L’étude a évalué le biais de publication en traçant chaque estimation de la taille de l’effet par rapport aux erreurs standard à l’aide d’un graphique en entonnoir et en effectuant des évaluations de sensibilité avec des fonctions pondérées a priori.
Résultats
Les chercheurs ont identifié 2 412 entrées issues de bases de données, 229 issues de revues et 8 issues de la littérature grise. Au total, 1 840 entrées ont fait l'objet d'un examen du titre et du résumé, et 433 d'un examen du texte intégral.
Sur 190 enregistrements éligibles à l'extraction statistique, l'équipe en a inclus 154 dans l'ensemble de données d'origine et 132 dans l'analyse finale. Les méta-analyses comprenaient 1 030 tailles d'effet pour 13 226 personnes ayant reçu une TCC entre 1986 et 2023 (âge moyen, 53 ans ; 79 % étaient des femmes).
Parmi les interventions, 76 (58 %) ont utilisé des approches en personne, 21 % ont utilisé des approches assistées par la technologie et en personne, 10 % ont utilisé uniquement une technologie préprogrammée, 9,1 % ont utilisé uniquement une technologie interpersonnelle et trois ont utilisé une technologie interpersonnelle et préprogrammée.
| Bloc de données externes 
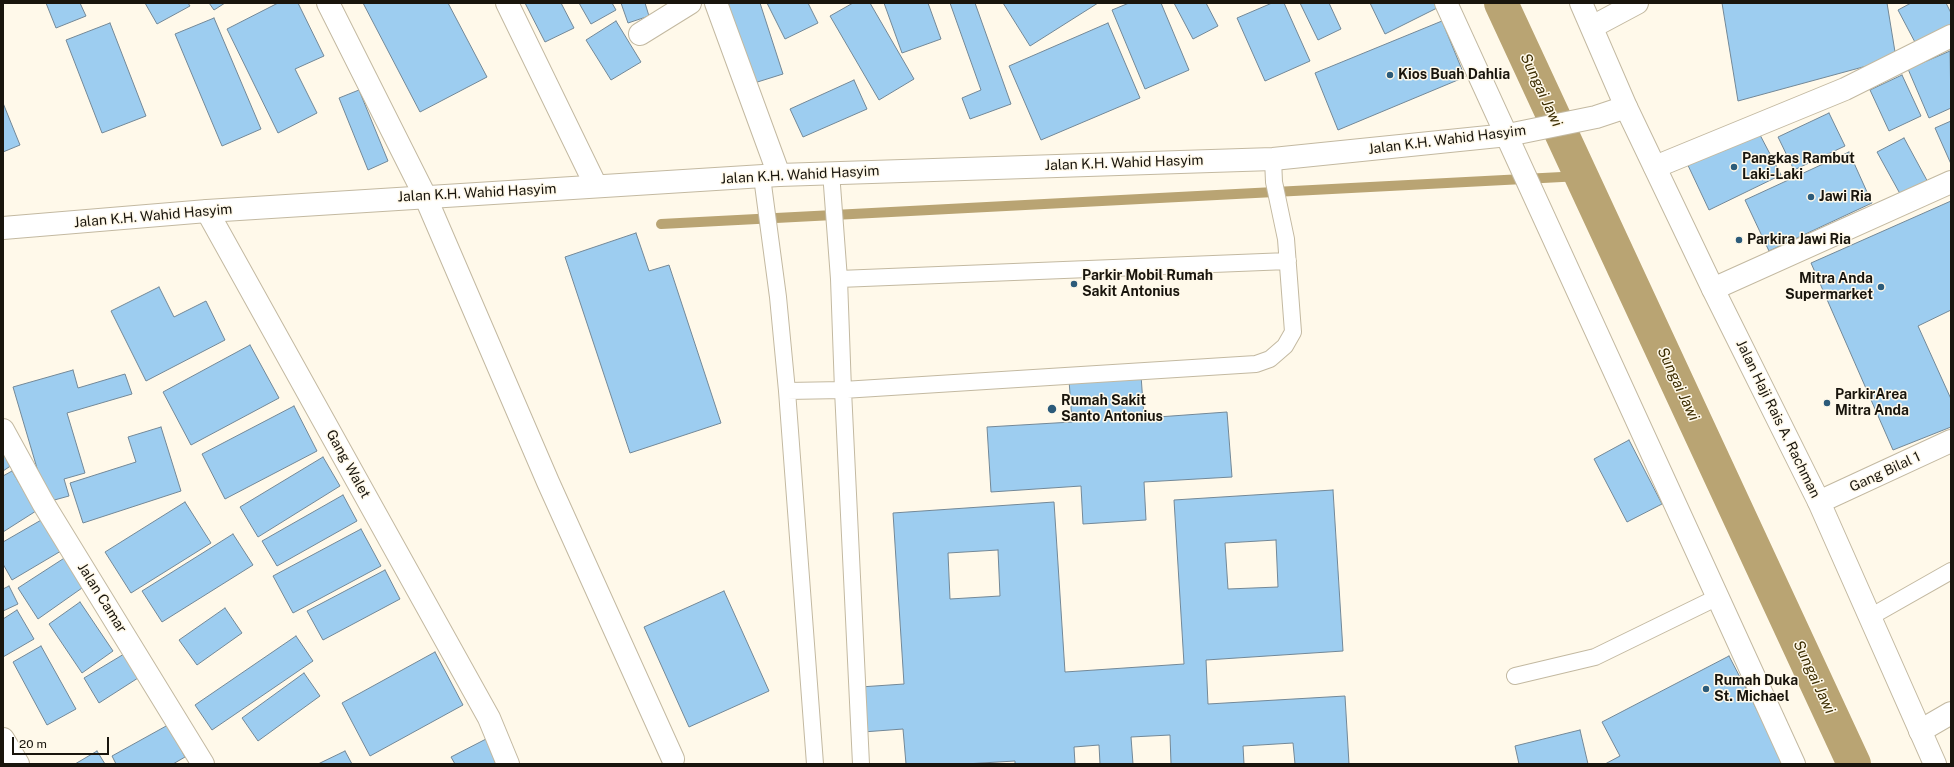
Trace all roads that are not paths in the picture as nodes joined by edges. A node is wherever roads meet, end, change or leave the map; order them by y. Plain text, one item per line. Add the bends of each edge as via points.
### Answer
1 (328, 3) edge
2 (507, 3) edge
3 (690, 3) edge
4 (716, 3) edge
5 (1446, 3) edge
6 (1581, 3) edge
7 (1637, 3) edge
8 (1592, 27) junction
9 (640, 34) dead end
10 (1951, 36) edge
11 (1626, 107) junction
12 (1516, 133) junction
13 (1273, 159) junction
14 (1655, 167) junction
15 (831, 180) junction
16 (768, 182) junction
17 (1951, 182) edge
18 (596, 186) junction
19 (425, 196) junction
20 (207, 211) junction
21 (3, 228) edge
22 (1288, 261) junction
23 (840, 279) junction
24 (1713, 288) junction
25 (843, 390) junction
26 (787, 391) junction
27 (3, 430) edge
28 (1951, 441) edge
29 (1819, 502) junction
30 (1951, 571) edge
31 (1718, 597) junction
32 (1870, 617) junction
33 (1515, 676) dead end
34 (1951, 713) edge
35 (1920, 731) junction
36 (3, 739) edge
37 (673, 759) dead end
38 (18, 764) edge
39 (203, 764) edge
40 (508, 764) edge
41 (815, 764) edge
42 (861, 764) edge
43 (1794, 764) edge
44 (1935, 764) edge

1 - 19 street
2 - 18 street
3 - 9 street
4 - 16 street
5 - 12 street
6 - 8 street, Jalan Haji Rais A. Rachman
7 - 8 street
8 - 11 street, Jalan Haji Rais A. Rachman
10 - 14 street via 1845,89
11 - 12 street, Jalan K.H. Wahid Hasyim via 1596,117
11 - 14 street, Jalan Haji Rais A. Rachman
12 - 13 street, Jalan K.H. Wahid Hasyim
12 - 31 street via 1520,165 1533,195
13 - 15 street, Jalan K.H. Wahid Hasyim
13 - 22 lane via 1274,182
14 - 24 street, Jalan Haji Rais A. Rachman
15 - 16 street, Jalan K.H. Wahid Hasyim
15 - 23 lane
16 - 18 street, Jalan K.H. Wahid Hasyim
16 - 26 lane via 770,246 778,297
17 - 24 street
18 - 19 street, Jalan K.H. Wahid Hasyim
19 - 20 street, Jalan K.H. Wahid Hasyim
19 - 37 street via 548,482
20 - 21 street, Jalan K.H. Wahid Hasyim
20 - 40 street, Gang Walet via 489,718
22 - 23 lane
22 - 25 lane via 1293,332 1285,346 1270,359 1256,364
23 - 25 lane
24 - 29 street, Jalan Haji Rais A. Rachman
25 - 26 lane
25 - 42 lane
26 - 41 lane
27 - 39 street, Jalan Camar via 44,503
28 - 29 street, Gang Bilal 1
29 - 32 street, Jalan Haji Rais A. Rachman
30 - 32 lane
31 - 33 lane via 1595,657
31 - 43 street
32 - 35 street, Jalan Haji Rais A. Rachman
34 - 35 street
35 - 44 street, Jalan Haji Rais A. Rachman
36 - 38 street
Concernant l'intervention primaire, 52 % des essais ont utilisé des techniques individuelles et 42 % des méthodes de type petits groupes. Les études présentaient un faible risque de biais.
La TCC a modérément amélioré la santé mentale et la qualité de vie des patients atteints de cancer. Cependant, l'âge et le mode de prestation affectent son efficacité. La TCC était significative pour les personnes jeunes et d'âge moyen, mais inefficace pour les personnes plus âgées ; chaque augmentation d'une unité de l'âge réduisait la taille de l'effet de 0,01.
La thérapie cognitivo-comportementale a eu un effet significatif sur les patients suivant une thérapie en personne et une thérapie préprogrammée. Cependant, le traitement interpersonnel et préprogrammé uniquement par la technologie n'a pas montré de résultats significatifs, ce qui suggère que la thérapie en personne est essentielle pour un traitement efficace.
Les patients préfèrent les contacts humains, qui peuvent être difficiles à remplacer par la technologie. Cependant, d’autres formes de TCC bénéficient aux patients atteints de cancer, ce qui indique que la TCC peut être adoptée à grande échelle.
La TCC a eu un effet plus élevé pour la santé mentale mais plus faible pour la qualité de vie ; cependant, l'analyse du modérateur a indiqué des différences non significatives dans les tailles d'effet du traitement.
Ces résultats suggèrent que les prestataires de services oncologiques doivent continuer à considérer la TCC comme un traitement fondé sur des données probantes pour les résultats en matière de qualité de vie et de santé mentale, et que les chercheurs devraient se concentrer sur la maximisation des avantages de la TCC pour les résultats en matière de santé mentale.
Conclusions
L’étude révèle que la thérapie cognitivo-comportementale (TCC) améliore considérablement la santé mentale et la qualité de vie des patients atteints de cancer pendant et après le traitement. Ces bénéfices suggèrent que la TCC devrait être accessible aux patients atteints de cancer, même sans diagnostic de santé mentale.
Les oncologues doivent tenir compte de l’âge et du type de TCC lorsqu’ils évaluent la TCC en tant qu’intervention psychothérapeutique.
Les résultats sont précieux pour la pratique clinique et pour comprendre la meilleure approche du traitement du cancer.
Les recherches futures sur la TCC dans le traitement du cancer devraient se concentrer sur sa fidélité, sa maturité et la taille de son échantillon, ainsi que sur son impact sur les soins de soutien interpersonnels pour les patients âgés. Les effets thérapeutiques non significatifs de la TCC chez les personnes âgées justifient des recherches plus approfondies.